I'm the developer of a performance monitoring tool called collectl - see 
http://collectl.sourceforge.net/ which is a fairly light-weight data 
collector, capable of collecting most relevant performance metrics.  In 
addition to the basics that most tools collect like cpu, memory, disk 
and network, it also collects such things as nfs, infiniband, lustre, 
buddyino and interrupts by cpu just to name few.  What I believe makes 
collectl different is that it logs data locally to disk, which gives it 
the ability to take samples in the 5-10 second range at under 0.2% cpu 
overhead and go even lower if you need to.  It can even do fractional 
intervals.  The point is this is simply far too much data to ever try to 
monitor/display with ganglia, but I also believe these are the 
frequencies of data collection you need if you want to see what your 
system is really doing in diagnostic situations.  At the same time, if 
you want to get a good overview of what your cluster is doing as a 
whole, you need ganglia.

However, it doesn't make a lot of sense to have 2 tools collecting the 
same data, one doing it locally and the other doing it for the cluster.

Working with Evan and Ken, I've added a new capability to collectl to 
send its data (or even a subset if you prefer) to gdmond in binary 
format and it seems to work just fine.   The magic here is you can tell 
collectl to take samples every 10 seconds (its default) and write them 
to a local file, but only send samples every minute (or whatever you 
choose) to gmond.

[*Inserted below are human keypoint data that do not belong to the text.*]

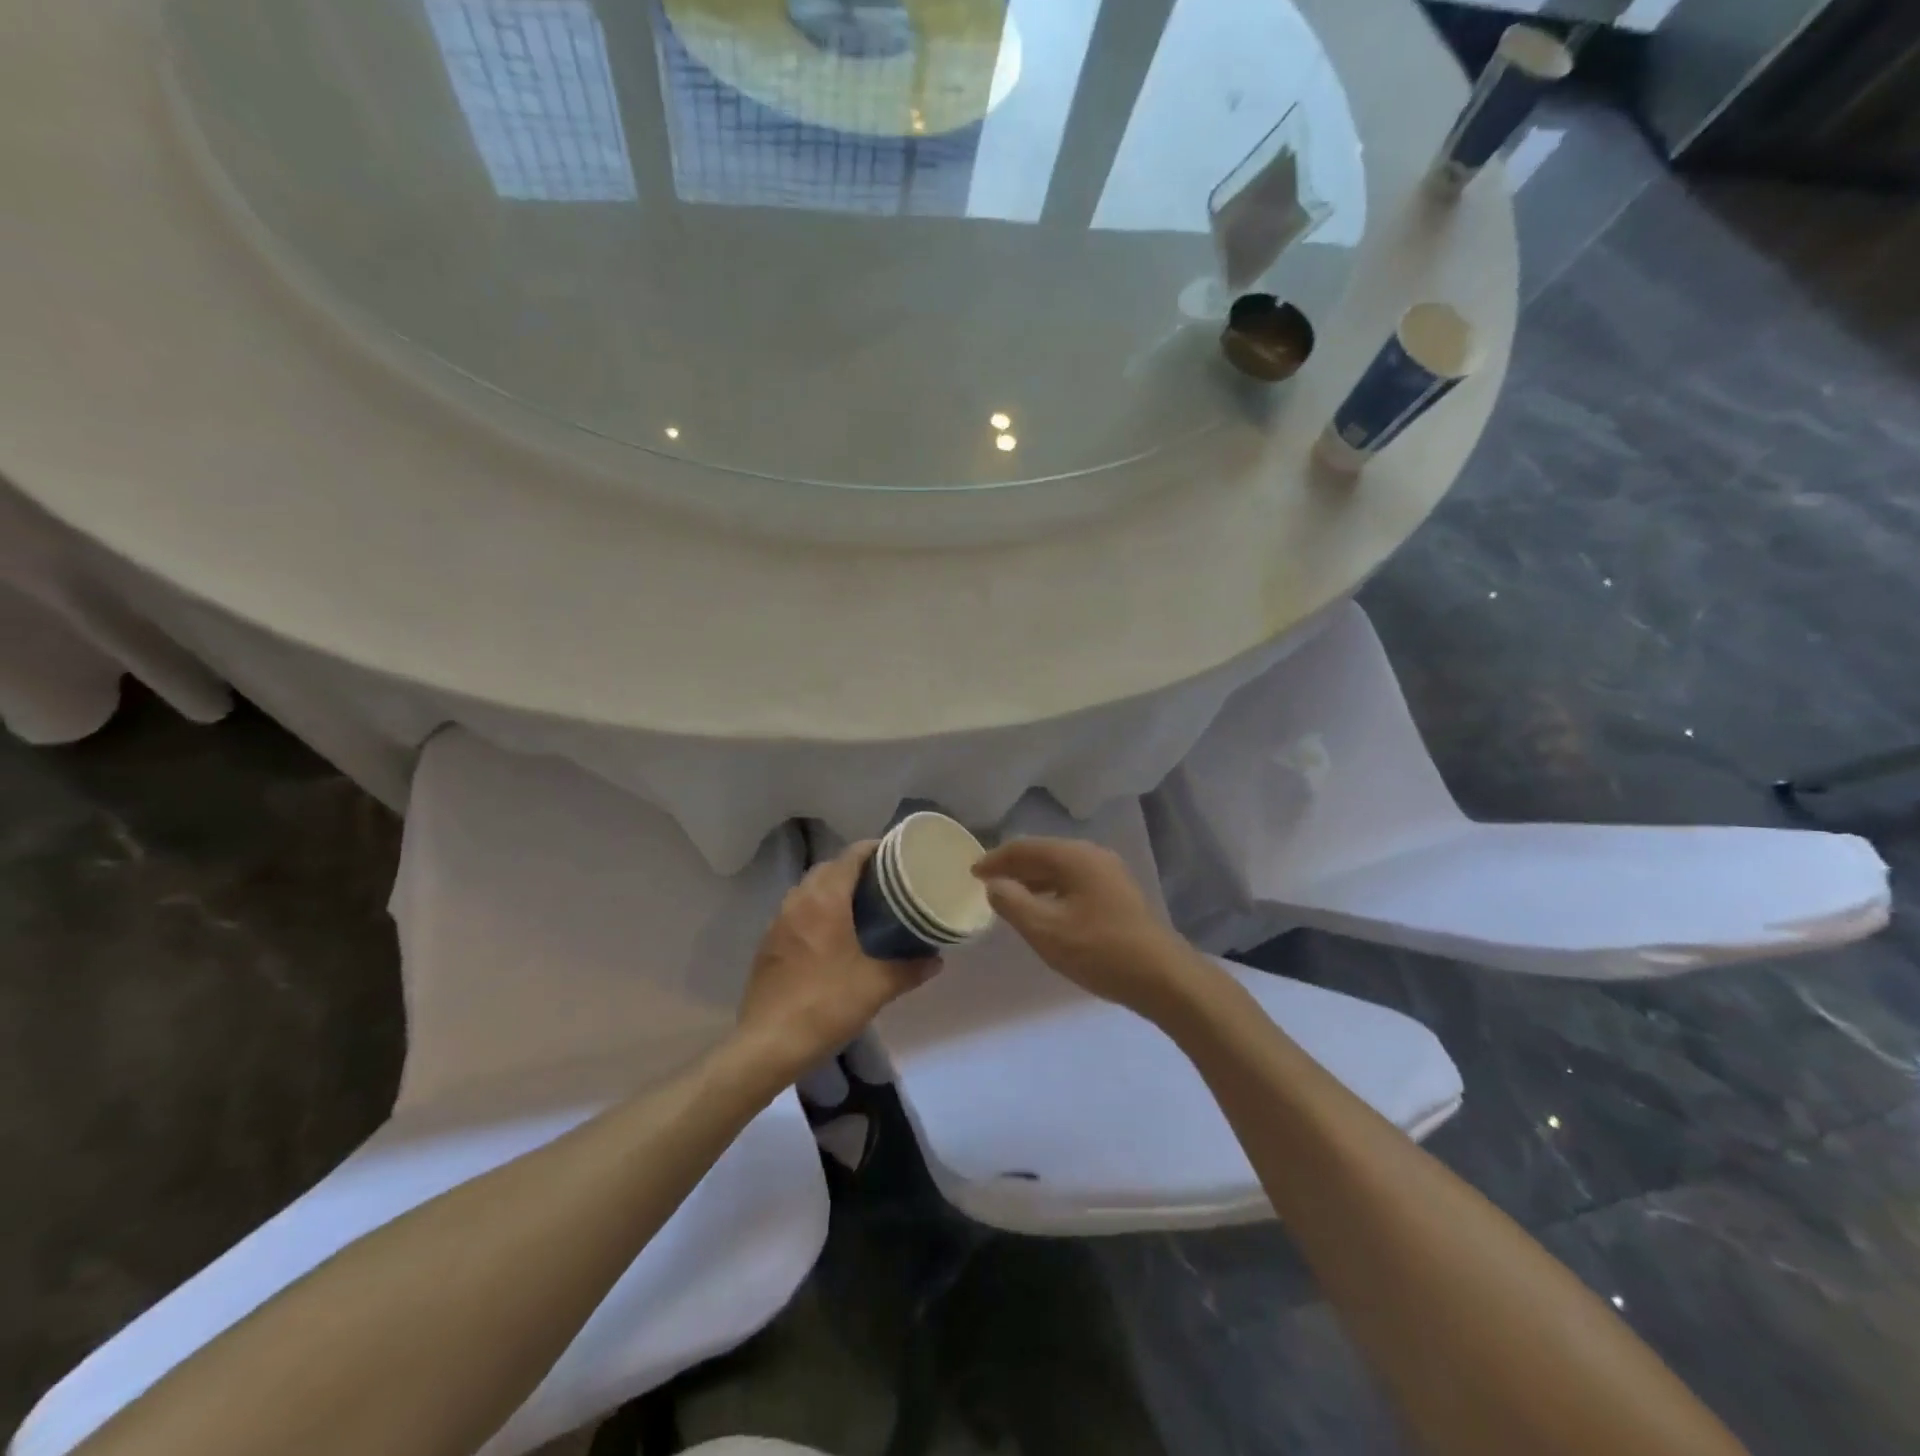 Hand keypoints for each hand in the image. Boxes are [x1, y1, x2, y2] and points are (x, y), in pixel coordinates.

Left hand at [736, 842, 938, 1078]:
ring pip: (808, 890)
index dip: (874, 849)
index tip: (896, 855)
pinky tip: (830, 936)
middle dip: (854, 868)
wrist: (769, 1044)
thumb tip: (937, 961)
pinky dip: (814, 911)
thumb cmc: (826, 1005)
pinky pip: (795, 912)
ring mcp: (778, 922)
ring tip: (859, 907)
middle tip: (883, 883)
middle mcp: (798, 901)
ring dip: (831, 889)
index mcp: (825, 900)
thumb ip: (909, 969)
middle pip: (828, 868)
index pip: (850, 856)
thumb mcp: (876, 987)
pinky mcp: (768, 944)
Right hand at [971, 837, 1197, 1019]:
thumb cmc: (1098, 950)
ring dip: (1033, 880)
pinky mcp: (1118, 894)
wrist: (1162, 977)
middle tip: (987, 884)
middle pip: (1043, 854)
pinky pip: (1074, 882)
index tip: (972, 873)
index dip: (995, 859)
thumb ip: (1012, 902)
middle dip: (1014, 867)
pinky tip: (1044, 911)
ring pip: (1060, 869)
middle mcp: (1093, 855)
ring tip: (1010, 898)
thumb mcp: (1045, 929)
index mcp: (1074, 856)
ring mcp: (1109, 873)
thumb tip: (995, 884)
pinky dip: (1052, 890)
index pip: (1024, 847)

That way you can get your coarser data for ganglia to 
display (and get a lot more than gmond normally collects) and still have 
fine-grained data for diagnostic purposes if/when you need it.

This then leads to my question, which is what is the best way to send 
data to ganglia.  I want to keep my messages very dense and so we chose 
to simply send out binary data in the same format gmond expects.  In the 
case of pnnl, where they have a monitoring hierarchy, we've completely 
replaced all the monitoring gmonds with a dozen that act only as 
aggregators.  There are about 190 nodes running collectl sending UPD 
messages to each aggregator gmonds and it seems to run just fine.  Does 
this make sense?  Is there anything to watch out for?

If anyone else is interested in trying this out while we're shaking out 
the code, I'd be happy to share some pre-release code with a few people.